• PROBLEM DETAILS:
Among the records, find the lines that hold the string "Crescent" and return them.

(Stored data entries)
====

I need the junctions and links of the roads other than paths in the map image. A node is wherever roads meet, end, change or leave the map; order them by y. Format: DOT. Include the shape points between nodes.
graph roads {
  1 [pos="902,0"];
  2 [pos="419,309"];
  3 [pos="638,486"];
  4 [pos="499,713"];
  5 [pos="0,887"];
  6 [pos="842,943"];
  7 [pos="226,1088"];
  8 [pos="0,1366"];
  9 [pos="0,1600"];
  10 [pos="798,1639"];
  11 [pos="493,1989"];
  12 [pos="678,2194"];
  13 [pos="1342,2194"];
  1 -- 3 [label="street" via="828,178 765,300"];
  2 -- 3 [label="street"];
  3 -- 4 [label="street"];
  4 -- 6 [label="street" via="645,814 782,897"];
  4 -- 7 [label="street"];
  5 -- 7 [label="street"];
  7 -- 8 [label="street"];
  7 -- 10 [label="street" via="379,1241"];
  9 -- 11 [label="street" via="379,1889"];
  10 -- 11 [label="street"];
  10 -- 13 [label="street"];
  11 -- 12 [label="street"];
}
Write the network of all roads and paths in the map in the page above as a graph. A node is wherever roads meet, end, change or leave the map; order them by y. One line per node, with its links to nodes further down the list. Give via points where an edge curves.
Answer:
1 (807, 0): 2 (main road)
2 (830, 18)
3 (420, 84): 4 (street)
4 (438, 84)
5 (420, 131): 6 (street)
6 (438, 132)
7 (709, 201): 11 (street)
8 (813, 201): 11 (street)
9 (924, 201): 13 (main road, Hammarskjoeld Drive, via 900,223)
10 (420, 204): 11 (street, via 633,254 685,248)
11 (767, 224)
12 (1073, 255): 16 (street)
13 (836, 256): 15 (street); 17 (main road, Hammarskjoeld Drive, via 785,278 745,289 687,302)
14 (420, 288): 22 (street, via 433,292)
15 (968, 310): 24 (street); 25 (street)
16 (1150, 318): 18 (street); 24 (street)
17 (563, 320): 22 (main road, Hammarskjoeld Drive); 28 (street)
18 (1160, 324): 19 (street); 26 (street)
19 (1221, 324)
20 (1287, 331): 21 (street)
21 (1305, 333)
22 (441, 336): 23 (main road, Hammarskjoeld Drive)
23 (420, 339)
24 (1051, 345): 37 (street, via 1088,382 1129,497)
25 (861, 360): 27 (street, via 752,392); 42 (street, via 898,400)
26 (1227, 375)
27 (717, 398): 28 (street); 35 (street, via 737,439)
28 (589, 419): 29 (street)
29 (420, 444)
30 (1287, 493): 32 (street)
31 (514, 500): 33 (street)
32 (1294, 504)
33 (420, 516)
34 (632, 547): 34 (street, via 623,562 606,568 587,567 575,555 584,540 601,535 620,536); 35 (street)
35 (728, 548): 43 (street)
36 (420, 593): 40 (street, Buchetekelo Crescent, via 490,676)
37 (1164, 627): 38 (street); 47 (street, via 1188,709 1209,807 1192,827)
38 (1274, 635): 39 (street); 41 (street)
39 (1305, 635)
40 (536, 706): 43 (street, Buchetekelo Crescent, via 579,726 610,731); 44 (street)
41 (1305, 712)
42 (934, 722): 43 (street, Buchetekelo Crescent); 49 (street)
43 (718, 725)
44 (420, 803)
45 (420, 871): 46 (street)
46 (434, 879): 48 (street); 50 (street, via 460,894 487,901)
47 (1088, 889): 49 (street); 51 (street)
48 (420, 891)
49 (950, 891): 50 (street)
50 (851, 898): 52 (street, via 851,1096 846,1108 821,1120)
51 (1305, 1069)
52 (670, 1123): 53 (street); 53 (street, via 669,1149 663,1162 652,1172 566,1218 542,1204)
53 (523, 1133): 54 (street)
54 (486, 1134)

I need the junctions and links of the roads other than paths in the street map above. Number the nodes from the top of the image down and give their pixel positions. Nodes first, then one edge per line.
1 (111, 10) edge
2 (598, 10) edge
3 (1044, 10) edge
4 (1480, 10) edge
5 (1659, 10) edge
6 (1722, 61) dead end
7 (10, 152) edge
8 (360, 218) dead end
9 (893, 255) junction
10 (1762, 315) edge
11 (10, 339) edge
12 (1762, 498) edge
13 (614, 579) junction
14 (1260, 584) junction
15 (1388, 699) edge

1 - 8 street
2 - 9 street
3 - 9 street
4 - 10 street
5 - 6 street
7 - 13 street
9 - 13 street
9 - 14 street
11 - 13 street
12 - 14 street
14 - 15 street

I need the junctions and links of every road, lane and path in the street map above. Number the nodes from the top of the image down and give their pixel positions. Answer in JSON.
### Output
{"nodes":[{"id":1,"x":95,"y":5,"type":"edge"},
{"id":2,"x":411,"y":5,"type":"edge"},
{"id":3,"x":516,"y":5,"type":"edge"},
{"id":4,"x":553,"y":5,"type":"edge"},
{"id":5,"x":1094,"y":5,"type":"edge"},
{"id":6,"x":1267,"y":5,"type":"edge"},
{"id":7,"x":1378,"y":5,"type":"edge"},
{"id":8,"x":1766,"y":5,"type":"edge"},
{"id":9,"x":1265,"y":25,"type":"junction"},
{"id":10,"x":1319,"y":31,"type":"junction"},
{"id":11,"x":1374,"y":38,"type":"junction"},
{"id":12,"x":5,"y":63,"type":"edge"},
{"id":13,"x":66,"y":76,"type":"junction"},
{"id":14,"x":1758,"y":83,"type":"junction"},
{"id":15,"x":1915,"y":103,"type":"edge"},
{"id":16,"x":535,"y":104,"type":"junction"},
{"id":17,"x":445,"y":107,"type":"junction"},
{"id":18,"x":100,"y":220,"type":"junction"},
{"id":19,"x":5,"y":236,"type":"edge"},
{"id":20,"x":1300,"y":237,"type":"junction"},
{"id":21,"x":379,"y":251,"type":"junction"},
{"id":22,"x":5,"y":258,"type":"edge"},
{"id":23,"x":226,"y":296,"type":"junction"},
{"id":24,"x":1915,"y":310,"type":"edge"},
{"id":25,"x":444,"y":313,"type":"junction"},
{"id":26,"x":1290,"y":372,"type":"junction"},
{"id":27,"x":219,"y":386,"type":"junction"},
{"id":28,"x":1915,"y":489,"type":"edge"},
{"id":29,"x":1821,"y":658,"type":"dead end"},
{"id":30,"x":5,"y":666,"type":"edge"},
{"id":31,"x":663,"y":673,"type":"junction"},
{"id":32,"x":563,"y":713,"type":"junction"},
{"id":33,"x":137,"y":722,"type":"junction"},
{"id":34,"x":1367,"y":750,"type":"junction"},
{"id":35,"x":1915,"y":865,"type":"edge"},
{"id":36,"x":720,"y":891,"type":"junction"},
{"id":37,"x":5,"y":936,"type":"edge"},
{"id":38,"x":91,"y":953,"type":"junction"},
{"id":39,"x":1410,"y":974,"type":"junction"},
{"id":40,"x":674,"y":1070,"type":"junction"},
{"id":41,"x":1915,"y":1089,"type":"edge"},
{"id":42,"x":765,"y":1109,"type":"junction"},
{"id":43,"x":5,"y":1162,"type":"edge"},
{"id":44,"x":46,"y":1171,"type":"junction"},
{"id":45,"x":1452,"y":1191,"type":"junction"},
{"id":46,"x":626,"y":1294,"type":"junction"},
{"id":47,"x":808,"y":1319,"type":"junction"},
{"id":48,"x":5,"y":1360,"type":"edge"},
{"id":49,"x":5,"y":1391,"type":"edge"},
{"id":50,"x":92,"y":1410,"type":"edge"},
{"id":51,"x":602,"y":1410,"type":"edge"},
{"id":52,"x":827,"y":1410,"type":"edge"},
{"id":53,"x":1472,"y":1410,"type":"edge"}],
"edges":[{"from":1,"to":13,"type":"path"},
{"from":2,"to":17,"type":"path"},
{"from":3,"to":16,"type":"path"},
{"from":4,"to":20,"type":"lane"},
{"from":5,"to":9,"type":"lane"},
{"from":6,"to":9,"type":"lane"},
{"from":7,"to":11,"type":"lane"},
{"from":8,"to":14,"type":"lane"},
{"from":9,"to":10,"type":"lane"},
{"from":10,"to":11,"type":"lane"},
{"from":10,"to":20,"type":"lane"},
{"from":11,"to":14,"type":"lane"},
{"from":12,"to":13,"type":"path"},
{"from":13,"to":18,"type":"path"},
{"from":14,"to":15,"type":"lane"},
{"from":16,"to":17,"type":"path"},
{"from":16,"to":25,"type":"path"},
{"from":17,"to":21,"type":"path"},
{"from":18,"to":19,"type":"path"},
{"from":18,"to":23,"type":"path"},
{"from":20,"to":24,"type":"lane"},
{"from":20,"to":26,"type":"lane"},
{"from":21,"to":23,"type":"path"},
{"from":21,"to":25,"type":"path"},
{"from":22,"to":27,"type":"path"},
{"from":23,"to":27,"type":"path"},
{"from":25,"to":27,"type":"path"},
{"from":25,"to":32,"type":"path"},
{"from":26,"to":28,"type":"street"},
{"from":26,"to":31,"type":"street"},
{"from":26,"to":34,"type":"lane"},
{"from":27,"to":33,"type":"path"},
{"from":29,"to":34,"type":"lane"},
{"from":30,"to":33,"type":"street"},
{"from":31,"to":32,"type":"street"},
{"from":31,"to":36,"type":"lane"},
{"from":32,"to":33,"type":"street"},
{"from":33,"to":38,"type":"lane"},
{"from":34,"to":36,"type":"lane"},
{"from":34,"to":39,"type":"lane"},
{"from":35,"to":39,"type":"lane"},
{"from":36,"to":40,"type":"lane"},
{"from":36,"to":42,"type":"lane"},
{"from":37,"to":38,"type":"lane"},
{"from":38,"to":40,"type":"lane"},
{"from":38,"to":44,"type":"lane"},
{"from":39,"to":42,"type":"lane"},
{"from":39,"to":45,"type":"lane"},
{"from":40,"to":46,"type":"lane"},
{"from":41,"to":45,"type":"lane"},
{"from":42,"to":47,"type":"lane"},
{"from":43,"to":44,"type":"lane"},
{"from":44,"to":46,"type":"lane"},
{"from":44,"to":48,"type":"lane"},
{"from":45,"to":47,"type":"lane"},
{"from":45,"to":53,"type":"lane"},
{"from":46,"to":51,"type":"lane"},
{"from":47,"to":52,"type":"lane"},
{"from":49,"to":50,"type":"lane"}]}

====

• OUTPUT OF THE EXERCISE:
36 (420, 593): 40 (street, Buchetekelo Crescent, via 490,676)
40 (536, 706): 43 (street, Buchetekelo Crescent, via 579,726 610,731); 44 (street)
42 (934, 722): 43 (street, Buchetekelo Crescent); 49 (street)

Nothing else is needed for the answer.